The failed Euro Hawk drone project has cost German taxpayers tons of money, and the Defense Ministry sympathy - but the biggest loser could be Chancellor Merkel, who may lose re-election, says DW's Marcel Fürstenau.
DW's Marcel Fürstenau
The opposition has been calling for Defense Minister Thomas de Maiziere to step down for a long time. But could it be that the opposition Social Democrats, Greens, and Left party overestimated their power over the embattled minister? After all, it seems that the blame for the disaster of the aborted Euro Hawk drone project mostly lies at the door of State Secretary Stephane Beemelmans.
"The responsibility lies solely with me," de Maiziere's long-time confidant said before the parliamentary committee investigating the case. It's a remarkable line to hear after weeks of speculations over why the horrendously expensive high-tech drone project was cancelled before its launch.
The Defense Ministry admitted that it had invested more than half a million euros into the project, only to realize after 10 years of research and development that there are "problems that can't be solved." This information, de Maiziere claims, reached him only on May 13 - from Beemelmans.
"I informed him the way I saw it fit," Beemelmans explained, when he was asked why he hadn't told de Maiziere earlier. That in itself is another remarkable statement - apparently Germany's defense minister receives crucial information about an allegedly indispensable defense system only when his most trusted staff member feels like it.
From ideal candidate to risk factor
So that's how one of Germany's most important ministries functions - under the stewardship of a man who for years had built up a reputation of reliability and attention to detail.
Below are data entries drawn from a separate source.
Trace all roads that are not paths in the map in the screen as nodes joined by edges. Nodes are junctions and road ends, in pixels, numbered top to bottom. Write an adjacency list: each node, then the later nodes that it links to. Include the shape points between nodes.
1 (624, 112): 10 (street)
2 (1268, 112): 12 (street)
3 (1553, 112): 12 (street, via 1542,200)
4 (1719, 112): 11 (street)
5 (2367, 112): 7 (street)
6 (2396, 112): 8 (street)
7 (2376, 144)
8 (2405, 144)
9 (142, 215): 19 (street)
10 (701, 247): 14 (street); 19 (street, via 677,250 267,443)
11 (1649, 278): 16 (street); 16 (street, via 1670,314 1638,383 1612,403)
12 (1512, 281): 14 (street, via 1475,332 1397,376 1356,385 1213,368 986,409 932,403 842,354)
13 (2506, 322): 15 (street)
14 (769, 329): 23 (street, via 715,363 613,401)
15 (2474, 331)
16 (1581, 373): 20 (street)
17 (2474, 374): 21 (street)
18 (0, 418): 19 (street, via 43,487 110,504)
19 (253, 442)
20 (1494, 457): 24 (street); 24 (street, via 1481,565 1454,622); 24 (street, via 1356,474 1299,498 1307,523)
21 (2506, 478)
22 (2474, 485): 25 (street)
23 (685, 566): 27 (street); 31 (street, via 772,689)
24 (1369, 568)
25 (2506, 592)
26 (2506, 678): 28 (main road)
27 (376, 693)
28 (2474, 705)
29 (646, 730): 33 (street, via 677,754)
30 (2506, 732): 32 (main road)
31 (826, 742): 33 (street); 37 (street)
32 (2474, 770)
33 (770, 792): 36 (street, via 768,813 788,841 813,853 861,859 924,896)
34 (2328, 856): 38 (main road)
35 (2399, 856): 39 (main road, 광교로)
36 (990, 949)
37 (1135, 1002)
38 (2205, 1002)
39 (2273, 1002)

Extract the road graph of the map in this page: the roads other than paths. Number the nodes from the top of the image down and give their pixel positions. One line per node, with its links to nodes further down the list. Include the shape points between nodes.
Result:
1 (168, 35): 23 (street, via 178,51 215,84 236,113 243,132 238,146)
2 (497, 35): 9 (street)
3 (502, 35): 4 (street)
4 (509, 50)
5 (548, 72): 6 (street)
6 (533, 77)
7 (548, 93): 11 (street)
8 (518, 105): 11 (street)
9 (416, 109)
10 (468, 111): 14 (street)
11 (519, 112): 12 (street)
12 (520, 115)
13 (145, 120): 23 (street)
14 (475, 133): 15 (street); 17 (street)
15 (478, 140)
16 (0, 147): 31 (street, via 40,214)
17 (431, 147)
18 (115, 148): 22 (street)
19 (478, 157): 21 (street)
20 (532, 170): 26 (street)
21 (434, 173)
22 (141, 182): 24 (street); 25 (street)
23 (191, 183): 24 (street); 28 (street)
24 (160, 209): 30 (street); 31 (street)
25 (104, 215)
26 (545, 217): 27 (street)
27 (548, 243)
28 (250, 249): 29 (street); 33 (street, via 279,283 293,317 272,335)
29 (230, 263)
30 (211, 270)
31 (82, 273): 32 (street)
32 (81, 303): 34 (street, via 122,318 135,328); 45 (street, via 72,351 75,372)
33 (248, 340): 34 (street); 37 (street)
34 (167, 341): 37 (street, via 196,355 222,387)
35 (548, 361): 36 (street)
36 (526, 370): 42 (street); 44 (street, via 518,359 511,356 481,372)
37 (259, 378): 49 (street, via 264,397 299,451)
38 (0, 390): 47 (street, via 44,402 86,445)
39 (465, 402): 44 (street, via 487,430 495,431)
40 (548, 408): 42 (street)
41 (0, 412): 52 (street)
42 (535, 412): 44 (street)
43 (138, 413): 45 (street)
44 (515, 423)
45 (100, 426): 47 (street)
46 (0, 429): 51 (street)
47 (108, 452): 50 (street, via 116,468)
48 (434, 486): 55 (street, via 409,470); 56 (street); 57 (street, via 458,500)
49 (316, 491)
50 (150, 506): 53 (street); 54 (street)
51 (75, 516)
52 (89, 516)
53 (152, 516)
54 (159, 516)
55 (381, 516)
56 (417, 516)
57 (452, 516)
At first glance, de Maiziere was the ideal candidate for a ministry that for a long time had been fighting on two fronts: restructuring the military from a traditional defense force into a flexible unit that can fight abroad, while at the same time putting an end to Germany's compulsory military service. But the drone scandal though shows how wide a gap there is between reality and ideal.
The state secretary also claimed that his superior was not obliged to know about a project of such extreme significance. This is Beemelmans' third remarkable statement, and it apparently confirms just how astonishingly chaotic communication in the Defense Ministry seems to be.
The political responsibility for this surely lies with the minister himself - who should therefore step down together with his close aides.
A few gently critical words about his poor handling of the situation and his crisis management are not enough for a scandal of such scope. It would be too easy to allow him to hold on to his post by pointing out - admittedly justifiably - the mistakes made by his predecessors.
Moreover, stepping down would also do Angela Merkal a favor. The general election is looming on September 22 and Merkel hopes to win her third term in office. Thomas de Maiziere clinging to his job could easily turn into a dangerous risk for that ambition.